§ Task to complete: Retype every entry in its entirety, without alteration.

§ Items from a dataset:
<<<<

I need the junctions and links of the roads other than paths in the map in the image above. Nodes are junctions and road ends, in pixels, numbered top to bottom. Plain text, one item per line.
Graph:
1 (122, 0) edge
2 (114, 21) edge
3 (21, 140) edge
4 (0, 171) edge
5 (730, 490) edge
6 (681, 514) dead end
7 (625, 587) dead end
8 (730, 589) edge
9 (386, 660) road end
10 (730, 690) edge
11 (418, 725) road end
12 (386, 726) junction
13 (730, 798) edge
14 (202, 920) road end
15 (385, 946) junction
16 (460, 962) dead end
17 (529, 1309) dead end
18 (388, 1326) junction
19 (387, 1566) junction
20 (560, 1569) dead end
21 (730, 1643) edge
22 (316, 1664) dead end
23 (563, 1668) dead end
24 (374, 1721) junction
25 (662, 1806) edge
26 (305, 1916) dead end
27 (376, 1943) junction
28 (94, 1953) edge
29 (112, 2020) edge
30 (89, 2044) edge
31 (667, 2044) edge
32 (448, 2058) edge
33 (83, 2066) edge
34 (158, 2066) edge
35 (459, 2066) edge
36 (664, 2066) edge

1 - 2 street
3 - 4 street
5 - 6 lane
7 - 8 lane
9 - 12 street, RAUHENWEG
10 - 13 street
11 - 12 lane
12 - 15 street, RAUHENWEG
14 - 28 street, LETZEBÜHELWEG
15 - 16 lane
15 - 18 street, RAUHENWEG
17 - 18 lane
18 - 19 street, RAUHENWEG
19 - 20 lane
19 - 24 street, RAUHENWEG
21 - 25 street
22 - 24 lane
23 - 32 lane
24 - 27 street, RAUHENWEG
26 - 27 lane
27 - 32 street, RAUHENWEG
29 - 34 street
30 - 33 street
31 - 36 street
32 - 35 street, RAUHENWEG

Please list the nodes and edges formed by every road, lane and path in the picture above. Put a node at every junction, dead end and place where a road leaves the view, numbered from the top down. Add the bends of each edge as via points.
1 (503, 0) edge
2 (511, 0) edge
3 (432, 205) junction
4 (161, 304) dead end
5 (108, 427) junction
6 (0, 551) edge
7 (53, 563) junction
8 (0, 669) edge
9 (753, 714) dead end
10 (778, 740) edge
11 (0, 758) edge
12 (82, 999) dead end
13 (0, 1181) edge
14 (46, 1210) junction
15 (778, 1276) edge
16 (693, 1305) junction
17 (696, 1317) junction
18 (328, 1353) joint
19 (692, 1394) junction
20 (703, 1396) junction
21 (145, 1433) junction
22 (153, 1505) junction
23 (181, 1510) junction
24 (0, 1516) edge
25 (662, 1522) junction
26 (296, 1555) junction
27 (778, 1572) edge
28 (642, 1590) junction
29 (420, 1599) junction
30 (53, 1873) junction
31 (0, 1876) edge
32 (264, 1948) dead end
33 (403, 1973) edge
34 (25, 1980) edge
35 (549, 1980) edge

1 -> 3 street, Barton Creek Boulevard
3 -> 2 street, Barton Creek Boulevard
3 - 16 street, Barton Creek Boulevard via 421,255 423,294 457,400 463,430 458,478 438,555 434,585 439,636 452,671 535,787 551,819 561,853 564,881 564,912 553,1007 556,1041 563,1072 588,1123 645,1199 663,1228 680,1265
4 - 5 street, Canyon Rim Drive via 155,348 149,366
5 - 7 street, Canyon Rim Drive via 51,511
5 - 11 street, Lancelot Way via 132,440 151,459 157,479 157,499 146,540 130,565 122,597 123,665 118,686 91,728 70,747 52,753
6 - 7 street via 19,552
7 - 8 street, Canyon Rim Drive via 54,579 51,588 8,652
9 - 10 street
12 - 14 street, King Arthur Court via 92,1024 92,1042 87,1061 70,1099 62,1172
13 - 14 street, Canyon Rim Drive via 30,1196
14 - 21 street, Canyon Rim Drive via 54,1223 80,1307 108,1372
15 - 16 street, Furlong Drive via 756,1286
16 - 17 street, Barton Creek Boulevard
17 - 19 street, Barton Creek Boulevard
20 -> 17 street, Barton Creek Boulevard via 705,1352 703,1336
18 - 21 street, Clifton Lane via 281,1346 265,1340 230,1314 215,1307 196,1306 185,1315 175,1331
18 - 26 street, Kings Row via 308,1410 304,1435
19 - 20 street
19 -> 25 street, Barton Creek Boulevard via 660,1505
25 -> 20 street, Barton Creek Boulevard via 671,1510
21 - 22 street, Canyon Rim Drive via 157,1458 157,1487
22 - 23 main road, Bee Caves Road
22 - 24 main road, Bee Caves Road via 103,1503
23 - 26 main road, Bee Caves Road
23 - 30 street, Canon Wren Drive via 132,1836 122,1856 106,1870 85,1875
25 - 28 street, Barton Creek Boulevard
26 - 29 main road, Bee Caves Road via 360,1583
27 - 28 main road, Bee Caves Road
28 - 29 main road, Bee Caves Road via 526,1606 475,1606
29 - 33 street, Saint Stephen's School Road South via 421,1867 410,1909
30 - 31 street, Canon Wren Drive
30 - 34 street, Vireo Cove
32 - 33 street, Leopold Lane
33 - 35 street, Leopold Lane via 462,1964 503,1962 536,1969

>>>>

§ Expected output:
I need the junctions and links of the roads other than paths in the map in the image above. Nodes are junctions and road ends, in pixels, numbered top to bottom. Plain text, one item per line.
Graph:
1 (122, 0) edge
2 (114, 21) edge
3 (21, 140) edge
4 (0, 171) edge
5 (730, 490) edge
6 (681, 514) dead end
7 (625, 587) dead end
8 (730, 589) edge
9 (386, 660) road end
10 (730, 690) edge
11 (418, 725) road end
12 (386, 726) junction
13 (730, 798) edge
14 (202, 920) road end
15 (385, 946) junction
16 (460, 962) dead end
17 (529, 1309) dead end
18 (388, 1326) junction
19 (387, 1566) junction
20 (560, 1569) dead end
21 (730, 1643) edge
22 (316, 1664) dead end
23 (563, 1668) dead end
24 (374, 1721) junction
25 (662, 1806) edge
26 (305, 1916) dead end
27 (376, 1943) junction
28 (94, 1953) edge
29 (112, 2020) edge
30 (89, 2044) edge
31 (667, 2044) edge
32 (448, 2058) edge
33 (83, 2066) edge
34 (158, 2066) edge
35 (459, 2066) edge
36 (664, 2066) edge

1 - 2 street
3 - 4 street
5 - 6 lane
7 - 8 lane
9 - 12 street, RAUHENWEG
10 - 13 street
11 - 12 lane
12 - 15 street, RAUHENWEG
14 - 28 street, LETZEBÜHELWEG
15 - 16 lane
15 - 18 street, RAUHENWEG
17 - 18 lane
18 - 19 street, RAUHENWEG
19 - 20 lane
19 - 24 street, RAUHENWEG
21 - 25 street
22 - 24 lane
23 - 32 lane
24 - 27 street, RAUHENWEG
26 - 27 lane
27 - 32 street, RAUHENWEG
29 - 34 street
30 - 33 street
31 - 36 street
32 - 35 street, RAUHENWEG

Please list the nodes and edges formed by every road, lane and path in the picture above. Put a node at every junction, dead end and place where a road leaves the view, numbered from the top down. Add the bends of each edge as via points.
1 (503, 0) edge
2 (511, 0) edge
3 (432, 205) junction
4 (161, 304) dead end
5 (108, 427) junction
6 (0, 551) edge
7 (53, 563) junction
8 (0, 669) edge
9 (753, 714) dead end
10 (778, 740) edge
11 (0, 758) edge
12 (82, 999) dead end
13 (0, 1181) edge
14 (46, 1210) junction
15 (778, 1276) edge
16 (693, 1305) junction
17 (696, 1317) junction
18 (328, 1353) joint
19 (692, 1394) junction
20 (703, 1396) junction
21 (145, 1433) junction
22 (153, 1505) junction
23 (181, 1510) junction
24 (0, 1516) edge
25 (662, 1522) junction
26 (296, 1555) junction
27 (778, 1572) edge
28 (642, 1590) junction
29 (420, 1599) junction
30 (53, 1873) junction
31 (0, 1876) edge
32 (264, 1948) dead end
33 (403, 1973) edge
34 (25, 1980) edge
35 (549, 1980) edge

1 -> 3 street, Barton Creek Boulevard
3 -> 2 street, Barton Creek Boulevard
3 - 16 street, Barton Creek Boulevard via 421,255 423,294 457,400 463,430 458,478 438,555 434,585 439,636 452,671 535,787 551,819 561,853 564,881 564,912 553,1007 556,1041 563,1072 588,1123 645,1199 663,1228 680,1265
4 - 5 street, Canyon Rim Drive via 155,348 149,366
5 - 7 street, Canyon Rim Drive via 51,511
5 - 11 street, Lancelot Way via 132,440 151,459 157,479 157,499 146,540 130,565 122,597 123,665 118,686 91,728 70,747 52,753
6 - 7 street via 19,552
7 - 8 street, Canyon Rim Drive via 54,579 51,588 8,652
9 - 10 street
12 - 14 street, King Arthur Court via 92,1024 92,1042 87,1061 70,1099 62,1172
13 - 14 street, Canyon Rim Drive via 30,1196
14 - 21 street, Canyon Rim Drive via 54,1223 80,1307 108,1372
15 - 16 street, Furlong Drive via 756,1286
16 - 17 street, Barton Creek Boulevard
17 - 19 street, Barton Creek Boulevard
20 -> 17 street, Barton Creek Boulevard via 705,1352 703,1336
18 - 21 street, Clifton Lane via 281,1346 265,1340 230,1314 215,1307 196,1306 185,1315 175,1331
18 - 26 street, Kings Row via 308,1410 304,1435
19 - 20 street
19 -> 25 street, Barton Creek Boulevard via 660,1505
25 -> 20 street, Barton Creek Boulevard via 671,1510
21 - 22 street, Canyon Rim Drive via 157,1458 157,1487
22 - 23 main road, Bee Caves Road
22 - 24 main road, Bee Caves Road via 103,1503
23 - 26 main road, Bee Caves Road
23 - 30 street, Canon Wren Drive via 132,1836 122,1856 106,1870 85,1875
25 - 28 street, Barton Creek Boulevard
26 - 29 main road, Bee Caves Road via 360,1583
27 - 28 main road, Bee Caves Road
28 - 29 main road, Bee Caves Road via 526,1606 475,1606
29 - 33 street, Saint Stephen's School Road South via 421,1867 410,1909
30 - 31 street, Canon Wren Drive
30 - 34 street, Vireo Cove
32 - 33 street, Leopold Lane
33 - 35 street, Leopold Lane via 462,1964 503,1962 536,1969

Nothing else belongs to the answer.